Das passgenau angefertigte Uhrwerk verfügt über ein so genanntes Echappement mit Ankerhemmung. Die Schraubenunruh oszillierte senkrecht mit 2,5 Hertz. Manuell erfolgt der Energienachschub im Wochentakt. Damit im Eifer des Aufzugs-Gefechts die Zugfeder nicht abreißt, gibt es einen Schleppzaum, wie man ihn von Automatik-Armbanduhren kennt. Ab einem bestimmten Drehmoment rutscht das äußere Ende des metallenen Speichers an der inneren Wandung des Federhauses.
Als kleine Komplikation bietet das Uhrwerk auch einen, selbstverständlich abschaltbaren, Stundenschlag auf einer Glocke aus massivem Silber. Aus Messing fertigt Therese Wibmer die massiven Platinen und die durchbrochen gestalteten Zahnräder.
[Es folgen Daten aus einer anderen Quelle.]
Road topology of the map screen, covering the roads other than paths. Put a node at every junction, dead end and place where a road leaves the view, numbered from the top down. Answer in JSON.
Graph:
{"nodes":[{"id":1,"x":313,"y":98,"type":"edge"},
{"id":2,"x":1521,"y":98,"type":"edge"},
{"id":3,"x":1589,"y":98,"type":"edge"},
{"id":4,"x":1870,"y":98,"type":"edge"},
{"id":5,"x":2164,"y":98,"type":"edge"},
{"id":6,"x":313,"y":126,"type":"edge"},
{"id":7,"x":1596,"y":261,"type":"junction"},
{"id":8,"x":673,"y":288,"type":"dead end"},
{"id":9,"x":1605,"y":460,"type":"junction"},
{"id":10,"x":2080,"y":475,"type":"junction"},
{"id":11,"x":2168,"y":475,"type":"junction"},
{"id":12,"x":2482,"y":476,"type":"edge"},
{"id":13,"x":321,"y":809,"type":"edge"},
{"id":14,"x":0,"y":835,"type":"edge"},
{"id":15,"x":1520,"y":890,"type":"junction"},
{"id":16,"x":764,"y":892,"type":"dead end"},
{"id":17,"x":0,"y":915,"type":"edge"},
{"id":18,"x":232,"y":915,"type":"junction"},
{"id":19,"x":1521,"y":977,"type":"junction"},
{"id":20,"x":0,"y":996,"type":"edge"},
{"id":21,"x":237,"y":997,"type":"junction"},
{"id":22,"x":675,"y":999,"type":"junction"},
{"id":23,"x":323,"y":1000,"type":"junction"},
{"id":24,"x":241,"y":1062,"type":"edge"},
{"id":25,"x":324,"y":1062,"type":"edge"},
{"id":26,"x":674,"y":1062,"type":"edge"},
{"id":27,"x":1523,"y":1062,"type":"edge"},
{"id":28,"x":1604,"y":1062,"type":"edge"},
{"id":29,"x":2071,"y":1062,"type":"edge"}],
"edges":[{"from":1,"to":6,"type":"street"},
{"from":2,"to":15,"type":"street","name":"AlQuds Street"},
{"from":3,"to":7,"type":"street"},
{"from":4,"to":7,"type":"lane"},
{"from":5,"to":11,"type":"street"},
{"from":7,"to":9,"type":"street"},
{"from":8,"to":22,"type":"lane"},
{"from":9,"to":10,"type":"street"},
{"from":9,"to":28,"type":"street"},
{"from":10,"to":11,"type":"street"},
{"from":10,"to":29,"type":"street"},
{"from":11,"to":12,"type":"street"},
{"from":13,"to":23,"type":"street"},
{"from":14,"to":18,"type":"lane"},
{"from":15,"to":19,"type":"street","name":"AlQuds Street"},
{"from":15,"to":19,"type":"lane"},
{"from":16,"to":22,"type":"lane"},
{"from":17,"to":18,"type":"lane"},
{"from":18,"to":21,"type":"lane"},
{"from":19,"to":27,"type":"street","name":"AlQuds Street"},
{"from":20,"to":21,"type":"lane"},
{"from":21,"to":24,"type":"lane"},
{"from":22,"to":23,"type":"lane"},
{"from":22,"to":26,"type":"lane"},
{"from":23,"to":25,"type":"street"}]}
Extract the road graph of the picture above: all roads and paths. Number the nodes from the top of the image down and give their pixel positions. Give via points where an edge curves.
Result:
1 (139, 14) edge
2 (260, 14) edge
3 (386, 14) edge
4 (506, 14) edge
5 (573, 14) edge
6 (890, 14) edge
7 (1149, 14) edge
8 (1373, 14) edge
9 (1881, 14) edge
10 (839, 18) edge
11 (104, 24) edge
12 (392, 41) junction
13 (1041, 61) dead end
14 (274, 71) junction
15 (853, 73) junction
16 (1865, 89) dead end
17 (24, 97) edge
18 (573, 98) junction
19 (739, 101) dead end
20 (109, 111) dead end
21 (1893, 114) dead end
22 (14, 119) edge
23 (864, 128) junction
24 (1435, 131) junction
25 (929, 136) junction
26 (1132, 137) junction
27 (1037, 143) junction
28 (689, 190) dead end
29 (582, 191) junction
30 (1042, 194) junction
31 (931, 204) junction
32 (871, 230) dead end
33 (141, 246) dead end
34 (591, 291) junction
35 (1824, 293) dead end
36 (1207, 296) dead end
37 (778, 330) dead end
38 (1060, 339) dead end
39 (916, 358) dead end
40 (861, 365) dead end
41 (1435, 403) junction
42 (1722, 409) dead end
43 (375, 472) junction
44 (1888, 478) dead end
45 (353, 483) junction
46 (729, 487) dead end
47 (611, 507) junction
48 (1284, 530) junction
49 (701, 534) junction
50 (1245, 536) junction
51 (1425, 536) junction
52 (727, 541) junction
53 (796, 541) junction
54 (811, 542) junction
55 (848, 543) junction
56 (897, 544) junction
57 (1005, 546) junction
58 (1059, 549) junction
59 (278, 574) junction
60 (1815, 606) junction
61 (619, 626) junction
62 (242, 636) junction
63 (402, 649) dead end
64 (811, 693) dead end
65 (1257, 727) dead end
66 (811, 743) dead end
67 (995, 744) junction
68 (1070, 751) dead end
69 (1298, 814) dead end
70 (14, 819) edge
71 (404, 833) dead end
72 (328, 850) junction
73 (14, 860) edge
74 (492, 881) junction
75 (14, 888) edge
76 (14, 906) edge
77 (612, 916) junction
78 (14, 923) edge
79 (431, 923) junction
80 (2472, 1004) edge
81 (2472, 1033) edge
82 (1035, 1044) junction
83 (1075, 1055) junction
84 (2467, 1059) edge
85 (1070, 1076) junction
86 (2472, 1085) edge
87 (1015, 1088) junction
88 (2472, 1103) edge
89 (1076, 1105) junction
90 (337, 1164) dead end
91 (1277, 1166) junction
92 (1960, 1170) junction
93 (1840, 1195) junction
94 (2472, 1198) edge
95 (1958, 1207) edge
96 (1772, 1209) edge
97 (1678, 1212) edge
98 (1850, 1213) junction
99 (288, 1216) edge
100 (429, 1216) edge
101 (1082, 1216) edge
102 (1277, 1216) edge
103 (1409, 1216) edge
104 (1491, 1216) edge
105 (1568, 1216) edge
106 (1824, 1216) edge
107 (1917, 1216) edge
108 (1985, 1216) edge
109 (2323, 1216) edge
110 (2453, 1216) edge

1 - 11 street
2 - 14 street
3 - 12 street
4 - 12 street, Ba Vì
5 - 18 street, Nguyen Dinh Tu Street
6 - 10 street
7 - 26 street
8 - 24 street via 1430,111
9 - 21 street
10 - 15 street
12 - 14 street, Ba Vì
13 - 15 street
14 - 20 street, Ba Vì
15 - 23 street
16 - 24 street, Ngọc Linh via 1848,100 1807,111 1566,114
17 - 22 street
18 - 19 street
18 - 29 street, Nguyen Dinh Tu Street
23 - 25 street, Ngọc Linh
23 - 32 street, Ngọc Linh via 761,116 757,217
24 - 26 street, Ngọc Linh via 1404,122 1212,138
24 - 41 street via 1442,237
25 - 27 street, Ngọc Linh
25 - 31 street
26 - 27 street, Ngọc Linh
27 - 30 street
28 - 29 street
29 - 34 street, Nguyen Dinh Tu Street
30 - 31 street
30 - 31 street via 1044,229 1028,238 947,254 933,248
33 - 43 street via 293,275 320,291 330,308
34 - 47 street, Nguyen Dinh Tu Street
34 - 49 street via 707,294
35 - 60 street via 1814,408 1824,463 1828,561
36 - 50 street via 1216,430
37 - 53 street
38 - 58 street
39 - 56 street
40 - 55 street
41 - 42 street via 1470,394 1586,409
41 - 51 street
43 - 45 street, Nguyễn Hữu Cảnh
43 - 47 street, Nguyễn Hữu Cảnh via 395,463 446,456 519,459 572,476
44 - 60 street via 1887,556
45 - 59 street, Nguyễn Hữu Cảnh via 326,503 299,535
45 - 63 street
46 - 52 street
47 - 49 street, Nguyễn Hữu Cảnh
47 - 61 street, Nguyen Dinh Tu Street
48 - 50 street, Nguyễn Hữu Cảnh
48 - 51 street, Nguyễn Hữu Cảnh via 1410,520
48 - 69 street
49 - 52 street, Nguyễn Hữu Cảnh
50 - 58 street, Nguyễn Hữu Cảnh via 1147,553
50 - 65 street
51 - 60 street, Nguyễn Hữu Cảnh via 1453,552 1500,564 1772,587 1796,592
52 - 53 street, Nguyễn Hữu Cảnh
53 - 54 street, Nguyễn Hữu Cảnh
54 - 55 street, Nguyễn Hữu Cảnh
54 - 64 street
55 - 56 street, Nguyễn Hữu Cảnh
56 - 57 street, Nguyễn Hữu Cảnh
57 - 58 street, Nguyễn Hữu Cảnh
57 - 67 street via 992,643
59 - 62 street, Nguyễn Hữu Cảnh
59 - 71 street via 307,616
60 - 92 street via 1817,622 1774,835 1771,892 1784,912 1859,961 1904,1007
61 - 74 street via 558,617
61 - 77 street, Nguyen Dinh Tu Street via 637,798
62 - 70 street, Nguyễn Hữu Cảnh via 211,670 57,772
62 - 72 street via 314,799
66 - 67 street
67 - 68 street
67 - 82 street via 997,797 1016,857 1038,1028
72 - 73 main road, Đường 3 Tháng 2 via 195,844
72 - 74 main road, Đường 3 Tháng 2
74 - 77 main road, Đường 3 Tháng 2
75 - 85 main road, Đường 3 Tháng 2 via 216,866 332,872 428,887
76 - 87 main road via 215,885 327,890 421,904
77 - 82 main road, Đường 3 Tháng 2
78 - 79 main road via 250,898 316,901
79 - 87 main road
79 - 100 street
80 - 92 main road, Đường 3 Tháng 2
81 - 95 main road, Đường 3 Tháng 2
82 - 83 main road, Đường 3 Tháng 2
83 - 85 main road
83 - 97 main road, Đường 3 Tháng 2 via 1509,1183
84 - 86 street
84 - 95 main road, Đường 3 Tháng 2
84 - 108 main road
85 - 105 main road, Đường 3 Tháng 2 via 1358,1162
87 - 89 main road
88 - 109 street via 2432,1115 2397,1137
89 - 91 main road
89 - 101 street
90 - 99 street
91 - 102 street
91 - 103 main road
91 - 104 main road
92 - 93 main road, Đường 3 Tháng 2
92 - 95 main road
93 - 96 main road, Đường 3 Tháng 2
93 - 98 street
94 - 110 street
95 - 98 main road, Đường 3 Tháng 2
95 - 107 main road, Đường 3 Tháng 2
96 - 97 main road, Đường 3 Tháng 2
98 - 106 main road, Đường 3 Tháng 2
In guter alter Tradition sind die Stahlschrauben gebläut.
Schutz bietet ein schnörkelloses, mit Nickel veredeltes Gehäuse in den Dimensionen 25,5 x 14,5 x 8,5 (Tiefe) Zentimeter. Auch bei den manuell gravierten Gläsern vorne und hinten kommt gute alte Wiener Handwerkskunst zur Anwendung. 1823, also ein Jahr nach Carl Suchy & Söhne schlug die Geburtsstunde von J. & L. Lobmeyr.
Weil Vorzügliches auch im 21. Jahrhundert selten ist, wird es von der Table Waltz lediglich zehn Stück geben. Ab Ende des dritten Quartals 2021 liefert Carl Suchy & Söhne die ersten drei Exemplare. Jedes davon kostet 27.700 Euro. Dieser Preis gilt auch für die restlichen sieben Tischuhren.